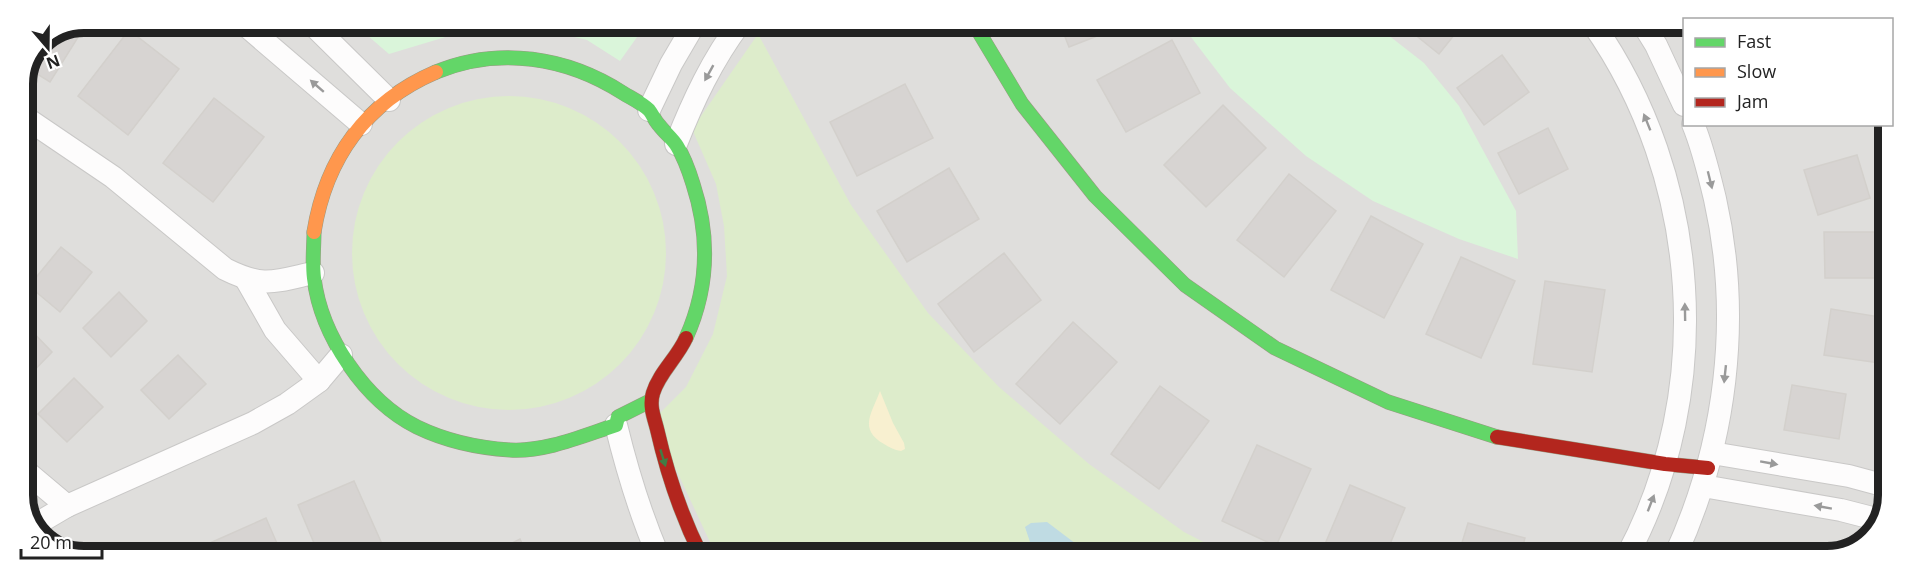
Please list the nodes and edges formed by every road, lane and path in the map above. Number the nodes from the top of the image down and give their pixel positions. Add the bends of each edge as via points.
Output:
1 (255, 33) edge
2 (321, 33) edge
3 (689, 33) edge
4 (734, 33) edge
5 (979, 33) edge
6 (1599, 33) edge
7 (1649, 33) edge
8 (389, 99) junction
9 (1683, 103) edge
10 (649, 110) junction
11 (33, 123) edge
12 (361, 124) junction
13 (1694, 126) edge
14 (676, 144) junction
15 (313, 273) junction
16 (246, 279) junction
17 (341, 355) junction
18 (319, 381) junction
19 (650, 401) junction
20 (616, 425) junction
21 (1665, 464) junction
22 (1708, 469) junction
23 (33, 477) edge
24 (1878, 484) edge
25 (67, 506) junction
26 (1872, 518) edge
27 (41, 521) edge
28 (654, 546) edge
29 (697, 546) edge
30 (1632, 546) edge
31 (1679, 546) edge

12 -> 1 street
2 - 8 street
3 - 10 street
4 -> 14 street via 709,72
5 - 21 street via 1022,104 1095,196 1185,285 1275,348 1388,402 1504,439
21 -> 6 street via 1682,379 1685,291 1681,248 1661,160 1645,118
7 - 9 street
8 - 10 street via 447,67 505,57 564,64 617,89
8 - 12 street
10 - 14 street
11 - 16 street via 113,177 225,269
12 - 15 street via 332,169 322,194 312,246
13 -> 22 street via 1719,220 1728,314 1721,407
14 - 19 street via 699,200 706,263 702,295 692,325
15 - 16 street via 276,282
15 - 17 street via 324,320
16 - 18 street via 275,330
17 - 18 street
17 - 20 street via 358,380 401,418 455,442 484,448 533,448
18 - 25 street via 253,423
19 - 20 street via 618,417
19 -> 29 street via 674,492
20 - 28 street via 631,483
21 - 22 street
30 -> 21 street
22 -> 24 street via 1849,476
26 -> 22 street
22 - 31 street
23 - 25 street
25 - 27 street

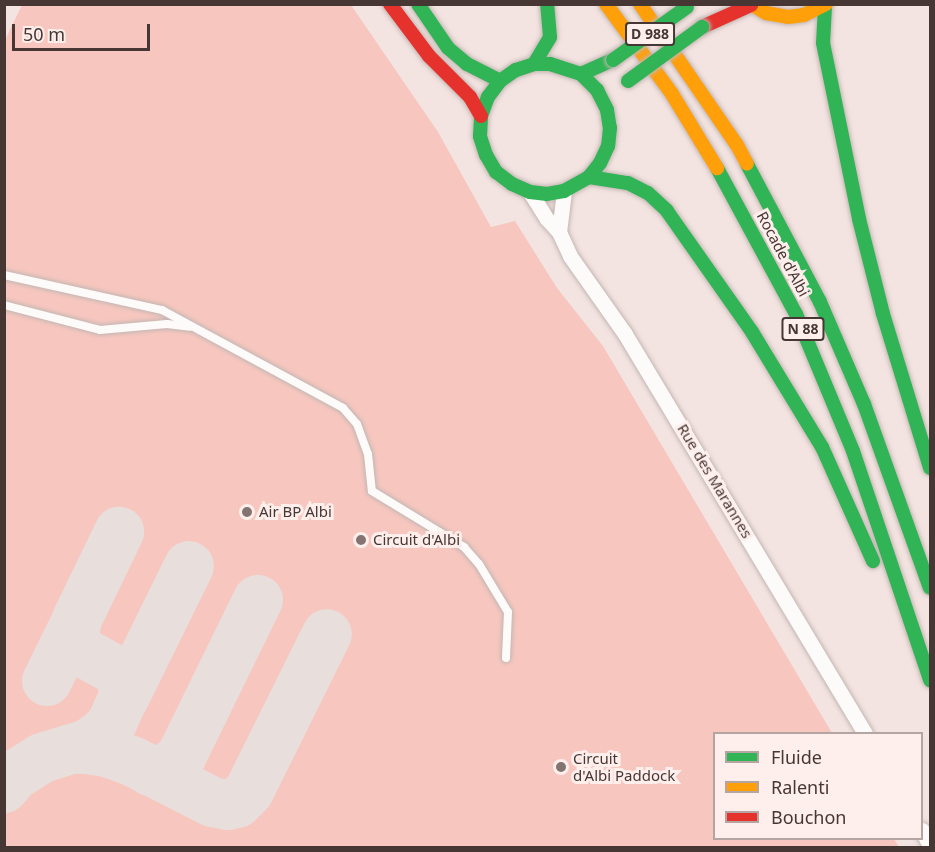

> **Exercise**:
Word for word, restate all of the material, omitting the images.

> **Result of the task**:
Please list the nodes and edges formed by every road, lane and path in the map above. Number the nodes from the top of the image down and give their pixel positions. Add the bends of each edge as via points.
Output:
1 (255, 33) edge
2 (321, 33) edge
3 (689, 33) edge
4 (734, 33) edge
5 (979, 33) edge
6 (1599, 33) edge
7 (1649, 33) edge
8 (389, 99) junction
9 (1683, 103) edge
10 (649, 110) junction
11 (33, 123) edge
12 (361, 124) junction
13 (1694, 126) edge
14 (676, 144) junction
15 (313, 273) junction
16 (246, 279) junction
17 (341, 355) junction
18 (319, 381) junction
19 (650, 401) junction
20 (616, 425) junction
21 (1665, 464) junction
22 (1708, 469) junction
23 (33, 477) edge
24 (1878, 484) edge
25 (67, 506) junction
26 (1872, 518) edge
27 (41, 521) edge
28 (654, 546) edge
29 (697, 546) edge
30 (1632, 546) edge
31 (1679, 546) edge

12 -> 1 street
2 - 8 street
3 - 10 street
4 -> 14 street via 709,72
5 - 21 street via 1022,104 1095,196 1185,285 1275,348 1388,402 1504,439
21 -> 6 street via 1682,379 1685,291 1681,248 1661,160 1645,118
7 - 9 street
8 - 10 street via 447,67 505,57 564,64 617,89
8 - 12 street
10 - 14 street
11 - 16 street via 113,177 225,269
12 - 15 street via 332,169 322,194 312,246
13 -> 22 street via 1719,220 1728,314 1721,407
14 - 19 street via 699,200 706,263 702,295 692,325
15 - 16 street via 276,282
15 - 17 street via 324,320
16 - 18 street via 275,330
17 - 18 street
17 - 20 street via 358,380 401,418 455,442 484,448 533,448
18 - 25 street via 253,423
19 - 20 street via 618,417
19 -> 29 street via 674,492
20 - 28 street via 631,483
21 - 22 street
30 -> 21 street
22 -> 24 street via 1849,476
26 -> 22 street
22 - 31 street
23 - 25 street
25 - 27 street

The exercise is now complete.